[[ EXTRACTED RECORDS, beginning ]]

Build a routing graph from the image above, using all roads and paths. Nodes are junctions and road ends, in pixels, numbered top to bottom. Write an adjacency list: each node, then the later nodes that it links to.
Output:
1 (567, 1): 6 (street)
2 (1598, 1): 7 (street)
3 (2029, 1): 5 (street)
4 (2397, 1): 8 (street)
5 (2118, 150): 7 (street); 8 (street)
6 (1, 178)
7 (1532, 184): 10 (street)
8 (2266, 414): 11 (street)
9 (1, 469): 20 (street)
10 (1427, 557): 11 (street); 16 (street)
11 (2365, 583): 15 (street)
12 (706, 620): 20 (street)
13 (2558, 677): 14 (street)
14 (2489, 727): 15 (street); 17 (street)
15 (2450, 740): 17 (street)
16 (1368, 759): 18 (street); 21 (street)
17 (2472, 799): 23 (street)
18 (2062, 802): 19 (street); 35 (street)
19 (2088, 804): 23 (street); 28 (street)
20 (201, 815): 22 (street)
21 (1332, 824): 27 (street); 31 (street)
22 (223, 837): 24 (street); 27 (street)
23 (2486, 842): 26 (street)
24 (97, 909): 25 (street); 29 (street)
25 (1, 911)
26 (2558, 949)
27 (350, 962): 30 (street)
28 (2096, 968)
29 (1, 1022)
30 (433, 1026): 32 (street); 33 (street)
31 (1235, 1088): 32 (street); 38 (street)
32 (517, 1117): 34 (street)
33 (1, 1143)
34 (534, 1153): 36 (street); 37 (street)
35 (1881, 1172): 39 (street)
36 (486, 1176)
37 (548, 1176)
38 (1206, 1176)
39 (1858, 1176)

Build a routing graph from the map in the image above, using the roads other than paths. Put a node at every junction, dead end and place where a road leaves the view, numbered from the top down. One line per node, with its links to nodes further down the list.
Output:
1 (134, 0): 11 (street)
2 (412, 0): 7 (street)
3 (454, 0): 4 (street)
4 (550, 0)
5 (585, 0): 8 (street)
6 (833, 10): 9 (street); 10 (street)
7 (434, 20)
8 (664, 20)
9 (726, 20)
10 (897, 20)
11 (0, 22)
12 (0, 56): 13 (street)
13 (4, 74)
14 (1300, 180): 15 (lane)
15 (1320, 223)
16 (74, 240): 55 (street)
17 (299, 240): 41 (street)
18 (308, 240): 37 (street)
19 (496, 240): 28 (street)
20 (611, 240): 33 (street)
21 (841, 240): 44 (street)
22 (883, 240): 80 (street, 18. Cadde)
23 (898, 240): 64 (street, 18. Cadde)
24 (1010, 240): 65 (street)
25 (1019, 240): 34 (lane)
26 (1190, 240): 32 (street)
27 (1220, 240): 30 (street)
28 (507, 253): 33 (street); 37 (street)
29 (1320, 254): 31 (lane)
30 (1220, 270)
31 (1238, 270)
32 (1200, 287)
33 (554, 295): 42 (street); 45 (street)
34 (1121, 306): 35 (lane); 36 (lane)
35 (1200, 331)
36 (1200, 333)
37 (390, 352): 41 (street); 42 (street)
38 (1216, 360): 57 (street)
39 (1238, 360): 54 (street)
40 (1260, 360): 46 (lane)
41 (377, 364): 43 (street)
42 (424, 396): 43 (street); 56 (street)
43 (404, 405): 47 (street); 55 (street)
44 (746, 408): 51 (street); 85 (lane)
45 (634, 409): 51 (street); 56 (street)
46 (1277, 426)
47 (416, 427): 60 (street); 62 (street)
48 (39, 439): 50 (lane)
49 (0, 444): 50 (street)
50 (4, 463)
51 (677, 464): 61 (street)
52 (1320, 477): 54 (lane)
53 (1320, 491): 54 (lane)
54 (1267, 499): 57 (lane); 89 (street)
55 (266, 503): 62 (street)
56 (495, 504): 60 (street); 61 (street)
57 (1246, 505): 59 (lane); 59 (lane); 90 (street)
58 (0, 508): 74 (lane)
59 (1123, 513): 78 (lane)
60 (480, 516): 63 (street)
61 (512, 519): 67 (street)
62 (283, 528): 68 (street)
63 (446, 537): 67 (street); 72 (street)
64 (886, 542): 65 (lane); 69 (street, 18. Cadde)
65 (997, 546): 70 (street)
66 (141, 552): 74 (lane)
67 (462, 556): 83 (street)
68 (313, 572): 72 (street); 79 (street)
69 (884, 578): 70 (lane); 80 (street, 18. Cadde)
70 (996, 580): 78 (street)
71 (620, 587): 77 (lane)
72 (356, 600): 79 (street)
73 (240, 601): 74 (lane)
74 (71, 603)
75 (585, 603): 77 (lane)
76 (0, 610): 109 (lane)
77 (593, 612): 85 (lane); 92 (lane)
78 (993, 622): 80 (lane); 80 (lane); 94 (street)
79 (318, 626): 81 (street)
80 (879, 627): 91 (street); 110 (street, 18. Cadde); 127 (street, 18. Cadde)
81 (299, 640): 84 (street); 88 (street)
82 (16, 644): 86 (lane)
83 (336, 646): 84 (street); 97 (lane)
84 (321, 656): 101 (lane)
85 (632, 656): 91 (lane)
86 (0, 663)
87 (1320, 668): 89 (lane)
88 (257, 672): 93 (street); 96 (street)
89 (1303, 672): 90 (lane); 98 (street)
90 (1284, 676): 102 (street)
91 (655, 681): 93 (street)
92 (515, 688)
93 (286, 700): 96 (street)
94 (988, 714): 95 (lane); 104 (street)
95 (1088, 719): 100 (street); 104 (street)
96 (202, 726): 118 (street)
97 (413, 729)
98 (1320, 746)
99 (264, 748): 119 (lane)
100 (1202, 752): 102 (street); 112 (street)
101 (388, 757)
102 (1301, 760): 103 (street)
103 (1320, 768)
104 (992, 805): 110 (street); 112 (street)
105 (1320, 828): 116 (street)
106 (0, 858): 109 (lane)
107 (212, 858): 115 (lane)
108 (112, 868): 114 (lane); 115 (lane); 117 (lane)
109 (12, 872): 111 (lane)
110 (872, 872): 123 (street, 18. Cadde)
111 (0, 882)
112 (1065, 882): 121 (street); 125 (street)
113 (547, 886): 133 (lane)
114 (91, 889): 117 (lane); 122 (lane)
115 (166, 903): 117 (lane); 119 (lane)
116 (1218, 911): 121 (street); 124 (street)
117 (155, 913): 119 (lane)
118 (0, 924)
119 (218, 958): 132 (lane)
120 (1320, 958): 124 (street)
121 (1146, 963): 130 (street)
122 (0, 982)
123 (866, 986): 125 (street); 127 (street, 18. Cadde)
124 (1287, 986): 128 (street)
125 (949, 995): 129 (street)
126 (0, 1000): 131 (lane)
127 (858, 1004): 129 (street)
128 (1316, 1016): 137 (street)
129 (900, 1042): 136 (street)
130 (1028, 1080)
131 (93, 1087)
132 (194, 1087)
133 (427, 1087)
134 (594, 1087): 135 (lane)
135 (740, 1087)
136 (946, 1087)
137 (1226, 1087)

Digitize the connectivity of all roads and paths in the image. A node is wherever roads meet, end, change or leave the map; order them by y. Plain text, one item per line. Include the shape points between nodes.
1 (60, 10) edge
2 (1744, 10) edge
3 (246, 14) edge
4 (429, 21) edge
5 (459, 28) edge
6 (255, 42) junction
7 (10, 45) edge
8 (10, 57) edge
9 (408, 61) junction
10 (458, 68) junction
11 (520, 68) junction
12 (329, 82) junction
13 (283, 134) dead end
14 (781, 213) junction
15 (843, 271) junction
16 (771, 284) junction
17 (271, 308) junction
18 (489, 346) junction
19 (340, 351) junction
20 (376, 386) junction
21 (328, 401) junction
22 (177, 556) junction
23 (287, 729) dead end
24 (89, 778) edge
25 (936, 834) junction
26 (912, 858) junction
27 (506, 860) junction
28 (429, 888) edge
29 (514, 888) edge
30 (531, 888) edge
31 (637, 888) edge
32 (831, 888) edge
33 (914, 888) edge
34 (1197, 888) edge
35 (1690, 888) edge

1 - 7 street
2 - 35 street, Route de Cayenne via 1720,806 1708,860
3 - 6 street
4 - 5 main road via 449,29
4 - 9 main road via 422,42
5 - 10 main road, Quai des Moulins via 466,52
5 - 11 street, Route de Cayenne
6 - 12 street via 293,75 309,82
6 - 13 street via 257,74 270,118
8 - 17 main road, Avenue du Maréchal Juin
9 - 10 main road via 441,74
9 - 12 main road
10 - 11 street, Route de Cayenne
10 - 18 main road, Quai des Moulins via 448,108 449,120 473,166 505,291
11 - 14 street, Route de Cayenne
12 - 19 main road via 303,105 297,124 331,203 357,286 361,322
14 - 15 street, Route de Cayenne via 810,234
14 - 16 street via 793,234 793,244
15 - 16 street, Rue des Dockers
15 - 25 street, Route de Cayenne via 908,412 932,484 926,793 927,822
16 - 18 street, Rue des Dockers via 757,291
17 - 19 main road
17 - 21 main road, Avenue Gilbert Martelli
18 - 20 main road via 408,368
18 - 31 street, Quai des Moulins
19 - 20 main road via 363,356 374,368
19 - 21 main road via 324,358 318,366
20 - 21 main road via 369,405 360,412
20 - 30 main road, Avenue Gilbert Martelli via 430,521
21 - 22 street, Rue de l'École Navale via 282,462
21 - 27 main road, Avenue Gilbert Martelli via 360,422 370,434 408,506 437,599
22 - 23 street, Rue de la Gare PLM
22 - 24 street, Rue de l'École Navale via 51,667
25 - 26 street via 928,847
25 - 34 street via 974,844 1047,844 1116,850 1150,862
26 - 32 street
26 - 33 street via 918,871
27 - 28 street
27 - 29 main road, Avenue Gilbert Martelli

[[ EXTRACTED RECORDS, end ]]

PROBLEM:
Nothing except a number is needed: how many lines of the entries contain the word "Martelli"?

ANSWER SECTION:
4